Herald: Yes, I’ve been to Dhaka multiple times and I’ve got stuck in those horrendous traffic jams. You have them in Bangkok, Manila and Jakarta as well but Bangladesh’s [are special].
In about 8-10 years time, at the end of this decade, Bangladesh will will be one of the top 10 consumer markets in the world. It will be bigger than the UK, bigger than Germany.
It’s a market that nobody is looking at. Of course, it’s in the very early stages of development but people are well educated, factories are being set up, and employment is rising. People are getting new jobs, just like in Central Java as I mentioned earlier.
So in that sense, these development have taken place in other countries. People start to consume differently - they’ll want to have bigger houses, and go from motorcycles to a car and these sorts of things. So I think that’s going to develop. We already see this happening in Bangladesh.
In the long run, there’s a couple of things you need.

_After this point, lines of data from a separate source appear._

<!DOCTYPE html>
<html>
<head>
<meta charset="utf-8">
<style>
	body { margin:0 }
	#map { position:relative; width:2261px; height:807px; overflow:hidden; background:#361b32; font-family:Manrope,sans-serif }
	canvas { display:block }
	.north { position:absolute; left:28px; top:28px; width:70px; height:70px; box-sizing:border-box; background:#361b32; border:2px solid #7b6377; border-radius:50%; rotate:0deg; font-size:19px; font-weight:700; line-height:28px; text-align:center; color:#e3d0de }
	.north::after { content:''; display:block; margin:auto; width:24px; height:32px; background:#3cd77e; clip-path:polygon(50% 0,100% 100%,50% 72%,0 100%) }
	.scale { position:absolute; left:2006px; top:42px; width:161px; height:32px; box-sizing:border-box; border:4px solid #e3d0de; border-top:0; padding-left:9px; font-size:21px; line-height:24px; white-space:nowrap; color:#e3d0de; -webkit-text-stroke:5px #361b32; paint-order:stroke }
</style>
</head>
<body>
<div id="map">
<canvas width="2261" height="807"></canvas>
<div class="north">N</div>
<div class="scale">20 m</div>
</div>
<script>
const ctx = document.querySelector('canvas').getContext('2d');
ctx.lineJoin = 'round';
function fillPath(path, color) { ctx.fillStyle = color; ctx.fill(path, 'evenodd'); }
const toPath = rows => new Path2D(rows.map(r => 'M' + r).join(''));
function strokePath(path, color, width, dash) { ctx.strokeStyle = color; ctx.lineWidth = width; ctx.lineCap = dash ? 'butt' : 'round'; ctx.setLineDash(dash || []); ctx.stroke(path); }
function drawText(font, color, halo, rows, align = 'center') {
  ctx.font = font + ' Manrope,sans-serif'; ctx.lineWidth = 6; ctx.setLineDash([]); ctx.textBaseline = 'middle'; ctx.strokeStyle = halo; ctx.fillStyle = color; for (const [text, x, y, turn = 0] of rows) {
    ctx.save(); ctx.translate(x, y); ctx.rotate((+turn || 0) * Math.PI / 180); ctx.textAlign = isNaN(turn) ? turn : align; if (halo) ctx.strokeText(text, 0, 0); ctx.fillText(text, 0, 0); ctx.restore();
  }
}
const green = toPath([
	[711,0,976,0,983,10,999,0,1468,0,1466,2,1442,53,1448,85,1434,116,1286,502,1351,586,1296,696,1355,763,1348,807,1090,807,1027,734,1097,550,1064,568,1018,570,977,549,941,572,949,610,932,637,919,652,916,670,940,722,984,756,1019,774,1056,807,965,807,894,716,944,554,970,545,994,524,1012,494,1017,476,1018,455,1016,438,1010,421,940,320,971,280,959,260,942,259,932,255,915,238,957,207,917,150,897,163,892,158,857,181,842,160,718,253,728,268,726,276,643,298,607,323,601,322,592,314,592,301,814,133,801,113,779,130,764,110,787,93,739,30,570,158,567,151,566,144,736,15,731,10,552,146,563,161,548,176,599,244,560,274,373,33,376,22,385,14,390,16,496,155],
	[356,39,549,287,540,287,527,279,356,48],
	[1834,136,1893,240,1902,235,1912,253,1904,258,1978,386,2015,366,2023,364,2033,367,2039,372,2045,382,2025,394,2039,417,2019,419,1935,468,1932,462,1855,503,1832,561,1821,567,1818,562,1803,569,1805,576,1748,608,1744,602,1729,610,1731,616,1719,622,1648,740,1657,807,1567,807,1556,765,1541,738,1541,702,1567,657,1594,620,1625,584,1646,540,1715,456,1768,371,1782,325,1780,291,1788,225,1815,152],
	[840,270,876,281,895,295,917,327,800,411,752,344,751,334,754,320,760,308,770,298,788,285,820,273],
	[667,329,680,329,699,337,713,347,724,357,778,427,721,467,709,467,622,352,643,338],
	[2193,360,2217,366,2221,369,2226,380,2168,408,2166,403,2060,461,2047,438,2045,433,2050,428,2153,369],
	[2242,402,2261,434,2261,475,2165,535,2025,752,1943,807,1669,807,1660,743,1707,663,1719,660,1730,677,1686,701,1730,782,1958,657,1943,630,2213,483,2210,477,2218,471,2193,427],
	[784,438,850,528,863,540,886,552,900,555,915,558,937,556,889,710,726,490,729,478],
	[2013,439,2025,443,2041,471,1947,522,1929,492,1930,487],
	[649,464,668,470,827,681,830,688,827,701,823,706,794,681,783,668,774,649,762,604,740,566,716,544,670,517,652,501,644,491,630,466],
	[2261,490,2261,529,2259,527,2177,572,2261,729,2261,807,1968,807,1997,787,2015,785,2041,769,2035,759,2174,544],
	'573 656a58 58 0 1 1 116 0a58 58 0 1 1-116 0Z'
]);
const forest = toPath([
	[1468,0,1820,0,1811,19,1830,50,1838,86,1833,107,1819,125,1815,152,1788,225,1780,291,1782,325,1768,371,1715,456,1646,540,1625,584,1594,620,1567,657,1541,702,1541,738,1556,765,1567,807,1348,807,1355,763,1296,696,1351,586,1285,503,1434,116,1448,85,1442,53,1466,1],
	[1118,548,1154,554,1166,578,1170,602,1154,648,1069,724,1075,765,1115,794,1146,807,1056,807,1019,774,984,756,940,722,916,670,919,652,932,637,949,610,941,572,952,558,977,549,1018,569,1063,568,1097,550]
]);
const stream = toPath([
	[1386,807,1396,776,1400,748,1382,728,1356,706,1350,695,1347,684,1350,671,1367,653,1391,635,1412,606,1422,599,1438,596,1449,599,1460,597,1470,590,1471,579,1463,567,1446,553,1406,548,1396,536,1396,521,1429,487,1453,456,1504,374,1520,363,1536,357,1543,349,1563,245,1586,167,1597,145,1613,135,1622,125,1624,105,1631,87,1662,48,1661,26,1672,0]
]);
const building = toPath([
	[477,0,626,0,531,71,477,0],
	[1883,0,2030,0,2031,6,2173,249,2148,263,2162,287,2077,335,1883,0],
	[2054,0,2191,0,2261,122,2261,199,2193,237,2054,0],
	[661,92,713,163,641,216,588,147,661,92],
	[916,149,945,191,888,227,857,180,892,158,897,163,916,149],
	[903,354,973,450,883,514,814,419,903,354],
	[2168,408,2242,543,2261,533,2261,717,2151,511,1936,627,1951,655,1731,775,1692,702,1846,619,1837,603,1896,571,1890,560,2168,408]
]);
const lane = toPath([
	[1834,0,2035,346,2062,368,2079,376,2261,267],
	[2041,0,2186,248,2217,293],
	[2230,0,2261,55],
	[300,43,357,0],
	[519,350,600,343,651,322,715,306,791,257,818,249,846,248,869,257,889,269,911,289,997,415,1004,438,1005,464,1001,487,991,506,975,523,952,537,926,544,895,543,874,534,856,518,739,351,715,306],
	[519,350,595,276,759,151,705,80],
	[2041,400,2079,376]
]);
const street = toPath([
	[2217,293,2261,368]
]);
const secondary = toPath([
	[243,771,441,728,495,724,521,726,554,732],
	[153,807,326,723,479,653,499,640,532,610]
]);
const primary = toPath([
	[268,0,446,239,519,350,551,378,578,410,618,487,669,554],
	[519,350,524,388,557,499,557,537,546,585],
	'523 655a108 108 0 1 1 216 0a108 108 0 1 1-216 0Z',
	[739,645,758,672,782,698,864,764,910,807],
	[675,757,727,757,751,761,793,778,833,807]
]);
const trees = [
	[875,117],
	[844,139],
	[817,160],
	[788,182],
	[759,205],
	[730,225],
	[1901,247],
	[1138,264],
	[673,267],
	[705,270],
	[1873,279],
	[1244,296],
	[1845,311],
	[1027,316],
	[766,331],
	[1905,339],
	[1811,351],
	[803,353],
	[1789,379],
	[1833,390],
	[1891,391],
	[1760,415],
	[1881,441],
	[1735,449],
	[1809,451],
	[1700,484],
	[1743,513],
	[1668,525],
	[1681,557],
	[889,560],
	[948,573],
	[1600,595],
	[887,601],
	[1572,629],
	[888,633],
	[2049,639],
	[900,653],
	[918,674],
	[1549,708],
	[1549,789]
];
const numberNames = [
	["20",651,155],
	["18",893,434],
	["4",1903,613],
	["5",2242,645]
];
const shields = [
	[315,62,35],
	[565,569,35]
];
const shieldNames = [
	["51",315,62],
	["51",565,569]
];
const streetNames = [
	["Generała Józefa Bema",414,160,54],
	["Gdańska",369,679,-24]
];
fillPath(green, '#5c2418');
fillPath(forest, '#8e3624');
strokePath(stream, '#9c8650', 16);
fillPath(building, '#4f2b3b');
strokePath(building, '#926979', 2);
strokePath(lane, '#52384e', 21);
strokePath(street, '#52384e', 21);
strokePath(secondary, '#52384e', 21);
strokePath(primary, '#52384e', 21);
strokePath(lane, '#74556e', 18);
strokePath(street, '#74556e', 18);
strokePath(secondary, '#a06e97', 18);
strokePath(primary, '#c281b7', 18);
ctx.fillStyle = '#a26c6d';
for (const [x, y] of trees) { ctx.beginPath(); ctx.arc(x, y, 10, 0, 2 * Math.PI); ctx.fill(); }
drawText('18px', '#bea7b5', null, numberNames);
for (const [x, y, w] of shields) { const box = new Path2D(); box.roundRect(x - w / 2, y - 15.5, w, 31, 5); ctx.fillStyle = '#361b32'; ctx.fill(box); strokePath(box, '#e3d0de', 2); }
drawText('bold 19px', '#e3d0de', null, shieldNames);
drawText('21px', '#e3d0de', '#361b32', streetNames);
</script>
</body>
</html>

You need good infrastructure, you need hard infrastructure, you need good education and you need law & order.
It seems that Bangladesh in its own way is trying to make this work. So I think Bangladesh could be a success story. Everybody loves Vietnam right now. It’s an up-and-coming stock market and people are excited to go there.
I suspect that by the end of this decade, people will want to go to Bangladesh instead. So if you invest today you’re going to be early. So this is the time to look at that market.
12. Asia’s Stock Markets from the Ground Up
Michael: I would like to talk about your book Asia’s Stock Markets from the Ground Up. Feel free to introduce it and speak about where you can find the book.
Herald: The book is written for people that are not my clients - people who are not institutional investors. That haven’t lived in the region for 10-20 years. But are interested in stock markets in general and don’t want to go through some finance textbook with theories and such.
Instead, the book goes through stories such as the ones we spoke about just now. These stories can help you understand Asia and their stock markets as well.
I’ve tried in the book to make it very easy to read, easy to digest. And also tried to introduce stock markets, companies and sectors that you should be thinking about.
Michael: I want to thank you so much for taking the time speak with us.
Herald: Thank you very much and thanks’s for the invite.